- **Exercise instructions**
Only the text should be kept: print every entry below exactly and leave each image out.

- **Extracted material**

────────────────

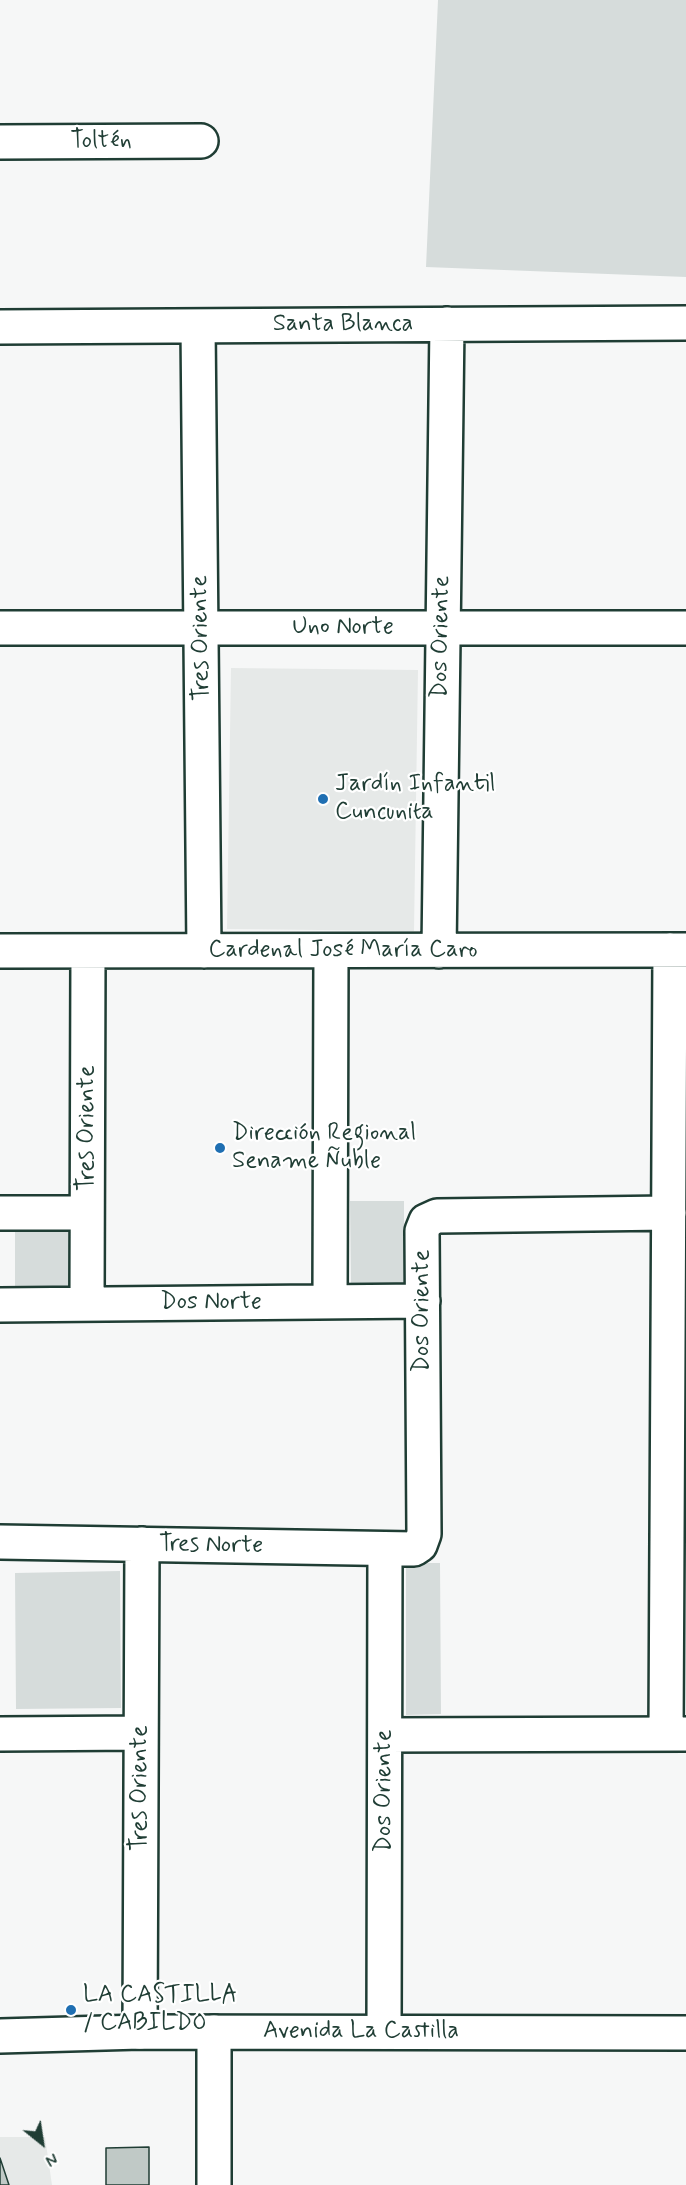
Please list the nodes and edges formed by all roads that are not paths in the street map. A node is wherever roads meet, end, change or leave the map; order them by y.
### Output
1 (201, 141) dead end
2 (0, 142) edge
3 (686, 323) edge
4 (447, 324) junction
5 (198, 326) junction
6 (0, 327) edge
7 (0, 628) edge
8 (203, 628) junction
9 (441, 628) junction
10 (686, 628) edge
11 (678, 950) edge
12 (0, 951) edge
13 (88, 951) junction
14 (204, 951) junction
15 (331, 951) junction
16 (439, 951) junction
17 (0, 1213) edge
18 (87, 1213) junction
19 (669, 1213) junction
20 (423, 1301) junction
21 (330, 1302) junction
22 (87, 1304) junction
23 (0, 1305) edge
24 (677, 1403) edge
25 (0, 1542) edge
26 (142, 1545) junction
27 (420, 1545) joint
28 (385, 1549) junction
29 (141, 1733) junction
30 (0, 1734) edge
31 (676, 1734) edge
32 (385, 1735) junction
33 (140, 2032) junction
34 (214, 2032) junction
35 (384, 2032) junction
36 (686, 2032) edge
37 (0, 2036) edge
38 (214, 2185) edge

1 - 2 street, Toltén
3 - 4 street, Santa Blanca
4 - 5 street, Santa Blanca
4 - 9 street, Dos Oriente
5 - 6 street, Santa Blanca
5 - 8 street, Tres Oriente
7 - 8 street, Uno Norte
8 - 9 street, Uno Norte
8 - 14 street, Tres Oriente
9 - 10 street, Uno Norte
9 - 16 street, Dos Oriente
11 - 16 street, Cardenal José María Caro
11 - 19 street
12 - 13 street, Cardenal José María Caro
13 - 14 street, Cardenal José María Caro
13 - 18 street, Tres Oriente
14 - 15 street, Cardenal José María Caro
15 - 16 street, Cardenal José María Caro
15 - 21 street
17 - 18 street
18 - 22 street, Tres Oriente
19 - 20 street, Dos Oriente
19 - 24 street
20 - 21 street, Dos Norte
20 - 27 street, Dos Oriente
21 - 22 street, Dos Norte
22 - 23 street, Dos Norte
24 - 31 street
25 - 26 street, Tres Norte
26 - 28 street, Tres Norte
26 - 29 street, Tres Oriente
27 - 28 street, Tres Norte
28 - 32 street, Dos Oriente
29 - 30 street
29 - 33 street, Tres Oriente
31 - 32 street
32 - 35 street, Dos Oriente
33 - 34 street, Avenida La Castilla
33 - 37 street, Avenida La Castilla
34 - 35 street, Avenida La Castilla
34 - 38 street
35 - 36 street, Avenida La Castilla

────────────────

- **Your solution**
Please list the nodes and edges formed by all roads that are not paths in the street map. A node is wherever roads meet, end, change or leave the map; order them by y.
### Output
1 (201, 141) dead end
2 (0, 142) edge
3 (686, 323) edge
4 (447, 324) junction
5 (198, 326) junction
6 (0, 327) edge
7 (0, 628) edge
8 (203, 628) junction
9 (441, 628) junction
10 (686, 628) edge
11 (678, 950) edge
12 (0, 951) edge
13 (88, 951) junction
14 (204, 951) junction
15 (331, 951) junction
16 (439, 951) junction
17 (0, 1213) edge
18 (87, 1213) junction
19 (669, 1213) junction
20 (423, 1301) junction
21 (330, 1302) junction
22 (87, 1304) junction
23 (0, 1305) edge
24 (677, 1403) edge
25 (0, 1542) edge
26 (142, 1545) junction
27 (420, 1545) joint
28 (385, 1549) junction
29 (141, 1733) junction
30 (0, 1734) edge
31 (676, 1734) edge
32 (385, 1735) junction
33 (140, 2032) junction
34 (214, 2032) junction
35 (384, 2032) junction
36 (686, 2032) edge
37 (0, 2036) edge
38 (214, 2185) edge

1 - 2 street, Toltén
3 - 4 street, Santa Blanca
4 - 5 street, Santa Blanca
4 - 9 street, Dos Oriente
5 - 6 street, Santa Blanca
5 - 8 street, Tres Oriente
7 - 8 street, Uno Norte
8 - 9 street, Uno Norte
8 - 14 street, Tres Oriente
9 - 10 street, Uno Norte
9 - 16 street, Dos Oriente
11 - 16 street, Cardenal José María Caro
11 - 19 street
12 - 13 street, Cardenal José María Caro
13 - 14 street, Cardenal José María Caro
13 - 18 street, Tres Oriente
14 - 15 street, Cardenal José María Caro
15 - 16 street, Cardenal José María Caro
15 - 21 street
17 - 18 street
18 - 22 street, Tres Oriente
19 - 20 street, Dos Oriente
19 - 24 street
20 - 21 street, Dos Norte
20 - 27 street, Dos Oriente
21 - 22 street, Dos Norte
22 - 23 street, Dos Norte
24 - 31 street
25 - 26 street, Tres Norte
26 - 28 street, Tres Norte
26 - 29 street, Tres Oriente
27 - 28 street, Tres Norte
28 - 32 street, Dos Oriente
29 - 30 street
29 - 33 street, Tres Oriente
31 - 32 street
32 - 35 street, Dos Oriente
33 - 34 street, Avenida La Castilla
33 - 37 street, Avenida La Castilla
34 - 35 street, Avenida La Castilla
34 - 38 street
35 - 36 street, Avenida La Castilla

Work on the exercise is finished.